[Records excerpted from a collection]
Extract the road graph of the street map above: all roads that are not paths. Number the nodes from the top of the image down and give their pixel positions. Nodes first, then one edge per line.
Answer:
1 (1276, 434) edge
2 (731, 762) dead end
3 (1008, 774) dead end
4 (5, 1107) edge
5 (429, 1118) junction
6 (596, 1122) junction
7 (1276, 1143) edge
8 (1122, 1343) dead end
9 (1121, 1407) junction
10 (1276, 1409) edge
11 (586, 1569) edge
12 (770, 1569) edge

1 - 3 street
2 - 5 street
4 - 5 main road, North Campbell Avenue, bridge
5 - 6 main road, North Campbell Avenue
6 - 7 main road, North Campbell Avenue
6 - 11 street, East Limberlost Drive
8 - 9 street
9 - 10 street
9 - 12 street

> **Task prompt**: Every entry should be duplicated exactly as written.

> **The completed task**:
Extract the road graph of the street map above: all roads that are not paths. Number the nodes from the top of the image down and give their pixel positions. Nodes first, then one edge per line.
Answer:
1 (1276, 434) edge
2 (731, 762) dead end
3 (1008, 774) dead end
4 (5, 1107) edge
5 (429, 1118) junction
6 (596, 1122) junction
7 (1276, 1143) edge
8 (1122, 1343) dead end
9 (1121, 1407) junction
10 (1276, 1409) edge
11 (586, 1569) edge
12 (770, 1569) edge

1 - 3 street
2 - 5 street
4 - 5 main road, North Campbell Avenue, bridge
5 - 6 main road, North Campbell Avenue
6 - 7 main road, North Campbell Avenue
6 - 11 street, East Limberlost Drive
8 - 9 street
9 - 10 street
9 - 12 street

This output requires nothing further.